Both ends are fixed. i.e. $Le = \frac{1}{2} \ L$

Axial Load = 17 KN

$E = 2 \times 10^5 \ Mpa$

1] Moment of Inertia:

$I_{xx} = \frac{100 \times 160^3}{12} - \frac{(100- 15) \times 130^3}{12} = 18.57 \times 10^6 \ mm^4 $

$I_{yy} = 2 \times \frac{15 \times 100^3}{12} + \frac{130 \times 15^3}{12} = 2.50 \times 10^6 \ mm^4$

$Lesser \ moment \ of \ Inertia = I = I_{yy} = 2.50 \times 10^6 \ mm^4$

2] (P) Crippling load by Euler’s formula:

$P = \frac{\pi^2 \ E \ I}{L^2e}$

$Le = \frac{1}{2} \ \times L = \frac{1}{2} \times 12000 = 6000 \ mm$ (Both ends are fixed).
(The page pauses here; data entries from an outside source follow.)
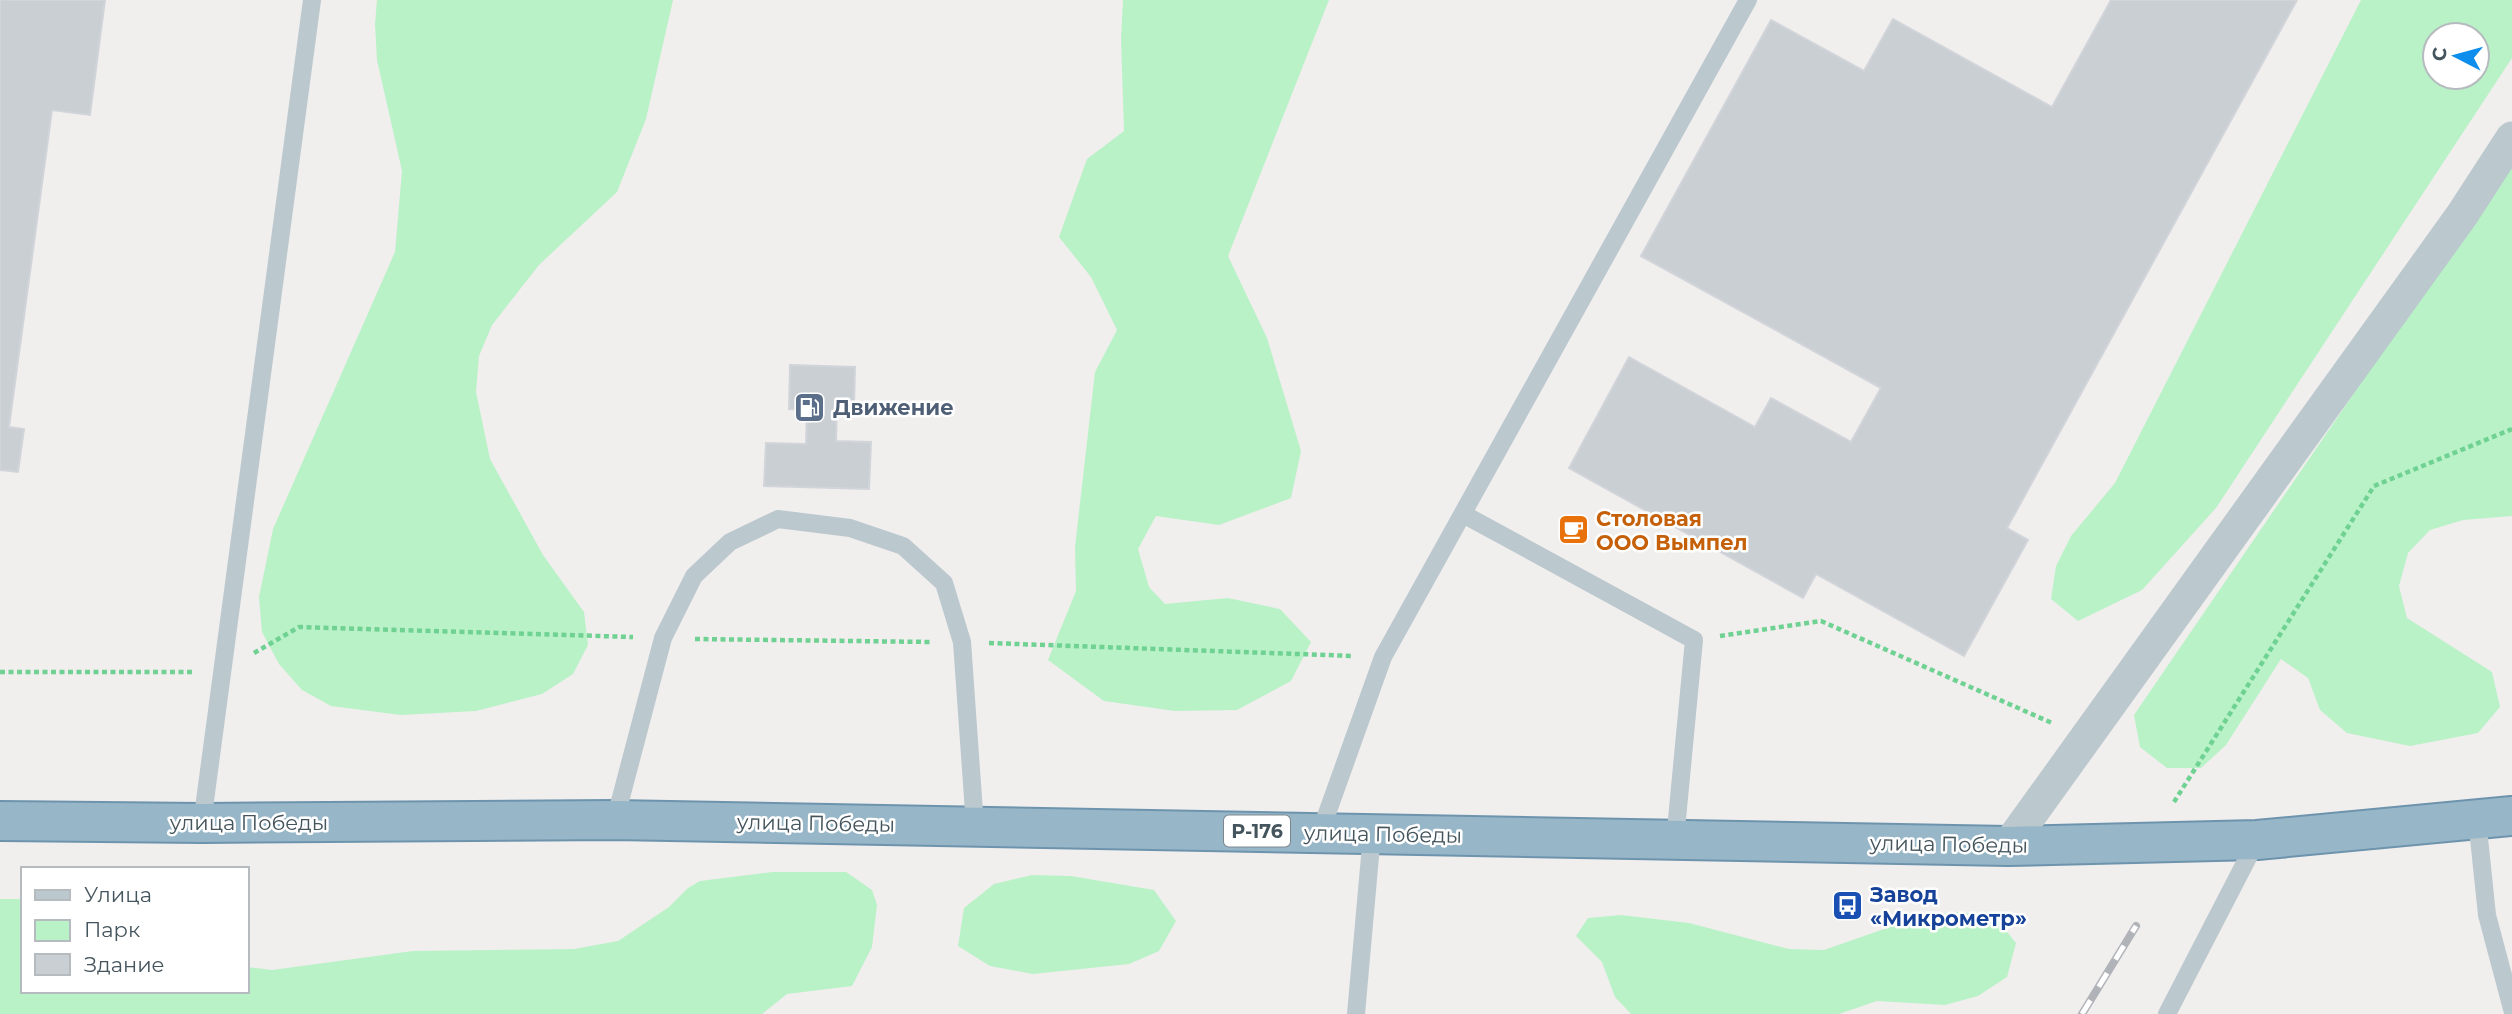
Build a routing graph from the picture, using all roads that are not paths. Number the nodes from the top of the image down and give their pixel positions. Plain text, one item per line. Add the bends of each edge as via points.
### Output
1 (312, 0) edge
2 (1748, 0) edge
3 (2512, 138) edge
4 (1463, 514) junction
5 (2494, 817) edge
6 (615, 820) junction
7 (0, 821) edge
8 (202, 823) junction
9 (975, 826) junction
10 (1320, 833) junction
11 (1372, 834) junction
12 (1675, 840) junction
13 (2257, 840) junction
14 (2008, 846) junction
15 (2512, 1009) edge
16 (1356, 1014) edge
17 (2167, 1014) edge

1 - 8 lane
2 - 4 lane
3 - 14 street via 2462,215
4 - 10 lane via 1383,657
4 - 12 lane via 1695,640
5 - 13 highway, улица Победы / Р-176
5 - 15 lane via 2487,915
6 - 8 highway, улица Победы / Р-176
6 - 9 highway, улица Победы / Р-176
6 - 9 lane via 663,638 694,576 730,541 778,519 850,528 903,547 944,583 962,642
7 - 8 highway, улица Победы / Р-176
9 - 10 highway, улица Победы / Р-176
10 - 11 highway, улица Победы / Р-176
11 - 12 highway, улица Победы / Р-176
11 - 16 lane
12 - 14 highway, улица Победы / Р-176
13 - 14 highway, улица Победы / Р-176
13 - 17 lane

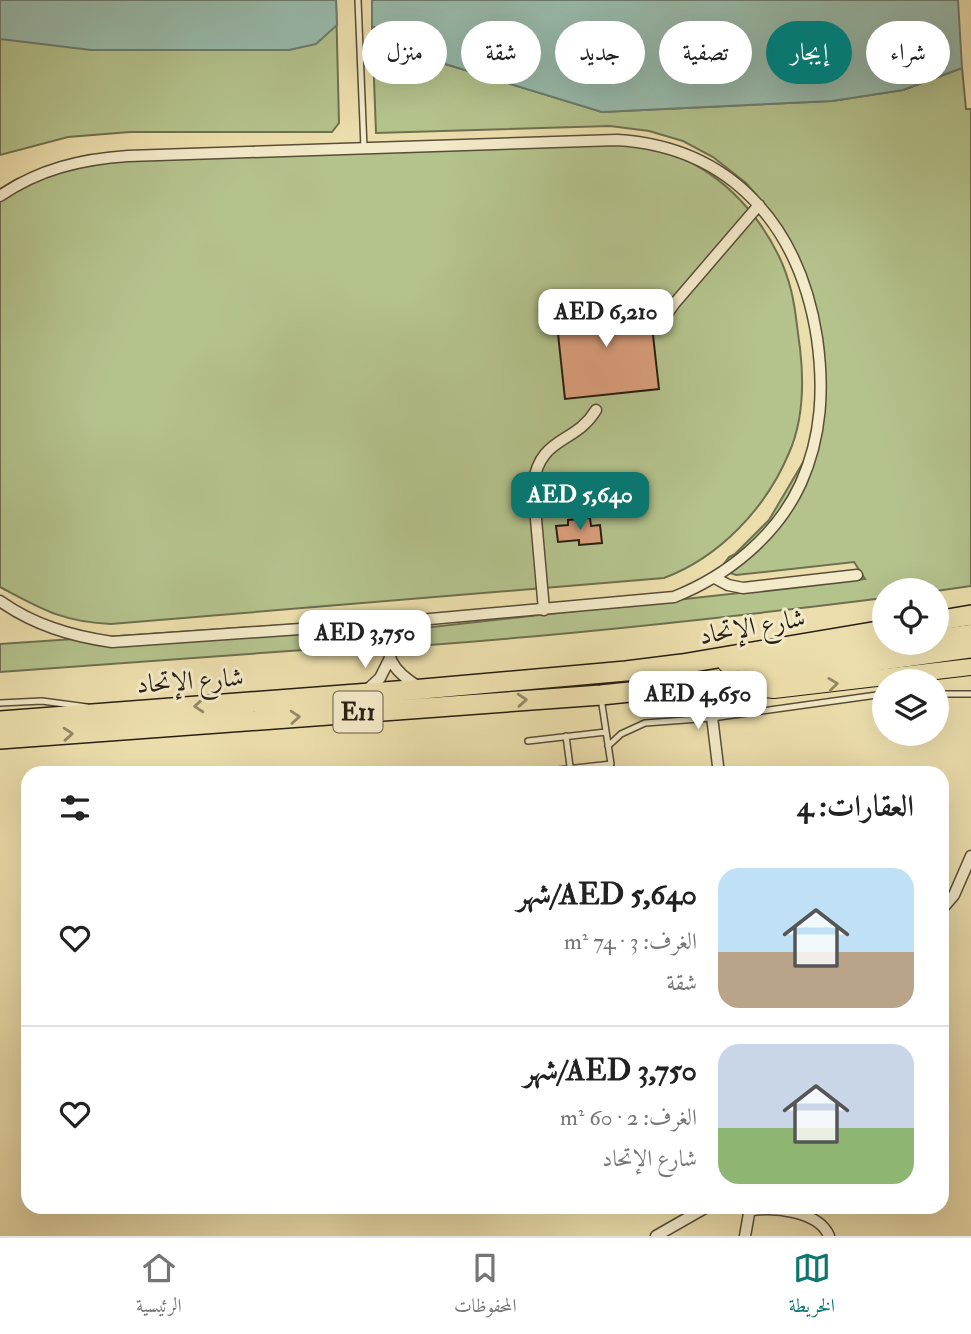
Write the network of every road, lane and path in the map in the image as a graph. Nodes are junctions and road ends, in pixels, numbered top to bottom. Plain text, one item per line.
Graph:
1 (358, 0) edge
2 (364, 148) junction
3 (0, 196) edge
4 (759, 205) junction
5 (657, 328) dead end
6 (596, 410) dead end
7 (857, 575) dead end
8 (715, 578) junction
9 (0, 601) edge
10 (544, 610) junction
11 (971, 615) edge
12 (949, 619) edge
13 (386, 623) junction
14 (872, 632) edge
15 (971, 633) edge
16 (949, 636) edge
17 (872, 647) edge
18 (971, 648) edge
19 (389, 660) junction
20 (682, 664) junction
21 (971, 667) edge
22 (712, 684) junction
23 (424, 689) junction
24 (363, 694) junction
25 (949, 694) edge
26 (971, 694) edge
27 (601, 695) junction
28 (872, 696) edge
29 (0, 703) edge
30 (106, 713) junction
31 (712, 718) junction
32 (0, 721) edge
33 (606, 732) junction
34 (566, 736) junction
35 (5, 740) edge
36 (528, 741) dead end
37 (608, 746) junction
38 (570, 766) edge
39 (600, 766) edge
40 (718, 766) edge
41 (971, 856) edge
42 (949, 901) edge
43 (694, 1214) edge
44 (748, 1214) edge
45 (794, 1214) edge
46 (656, 1236) edge
47 (745, 1236) edge
48 (829, 1236) edge

1 - 2 lane
2 - 3 street
2 - 4 street
4 - 5 street
4 - 8 street
6 - 10 street
7 - 8 street
8 - 10 street
9 - 13 street
10 - 13 street
11 - 12 highway
13 - 19 street
14 - 20 highway, شارع الإتحاد / E11
15 - 16 main road
17 - 20 main road
18 - 22 highway, شارع الإتحاد / E11
19 - 23 street
19 - 24 street
20 - 23 highway, شارع الإتحاد / E11
22 -> 21 main road
22 - 27 highway, E11
22 - 31 street
23 - 24 highway, شارع الإتحاد / E11
24 -> 30 highway, شارع الإتحاد / E11
25 - 26 lane
27 - 33 lane
35 -> 27 highway, E11
28 - 31 lane
29 - 30 lane
30 - 32 highway, شارع الإتحاد / E11
31 - 37 lane
31 - 40 street
33 - 34 lane
33 - 37 lane
34 - 36 lane
34 - 38 lane
37 - 39 lane
41 - 42 street
43 - 46 street
44 - 47 street
45 - 48 street

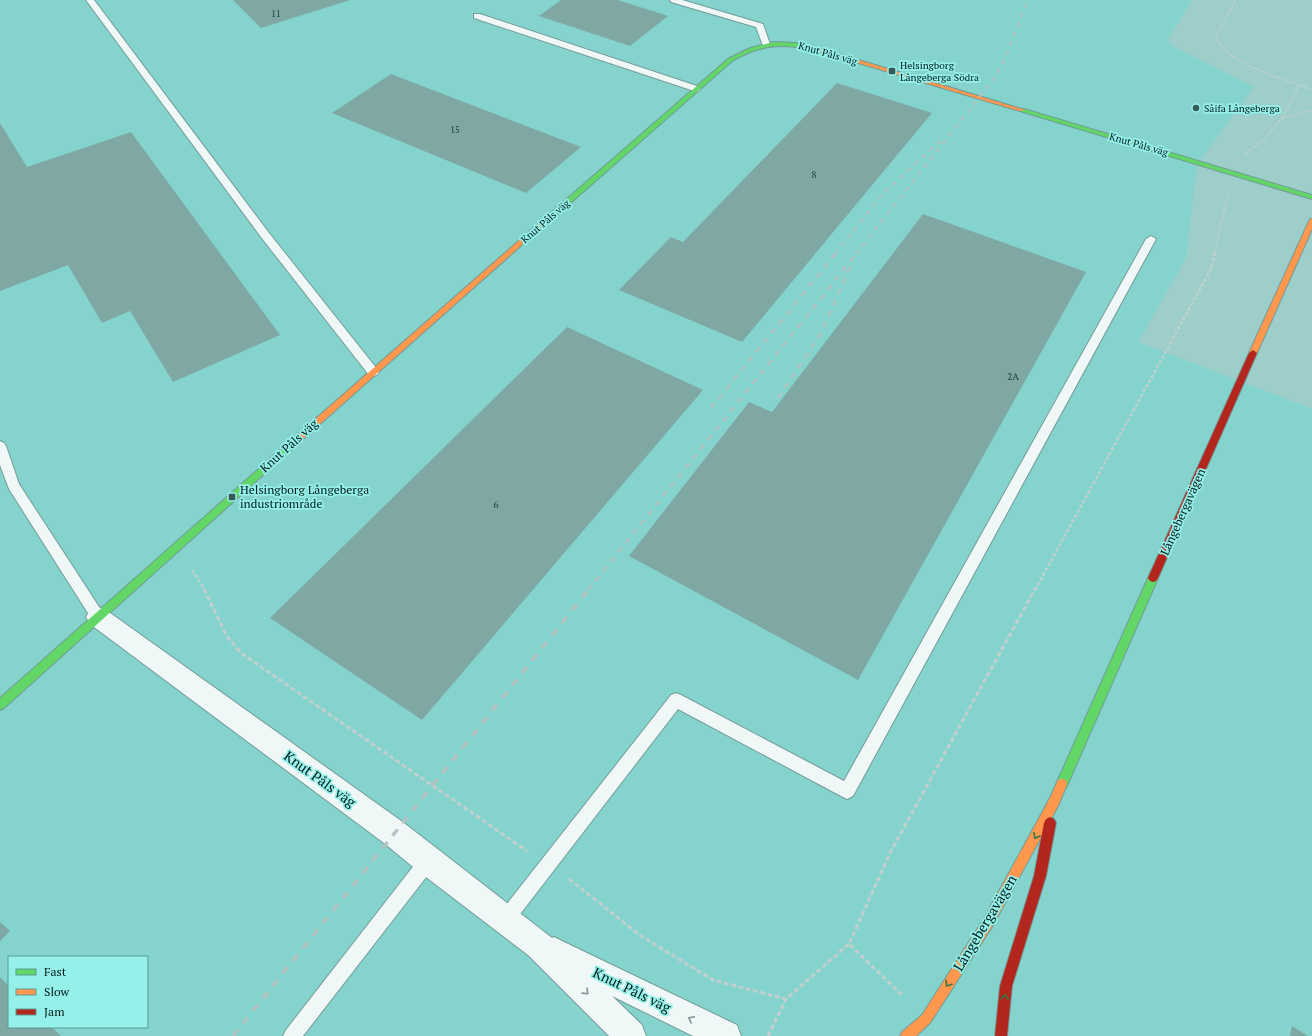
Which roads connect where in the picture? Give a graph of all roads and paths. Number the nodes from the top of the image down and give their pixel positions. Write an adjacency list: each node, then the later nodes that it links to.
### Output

$\therefore$ $P = \frac{\pi^2 \times 2 \times 10^5 \times 2.50 \times 10^6}{6000^2} = 137.07 \times 10^3 \ N $

i.e. P = 137.07 KN.

$Safe \ load = \frac{Crippling \ Load}{F.O.S}$

$\therefore$ $\ F.O.S = \frac{Crippling \ load}{Safe \ load} = \frac{137.07}{17} = 8.06 $

$\therefore$ Factor of safety is 8.06.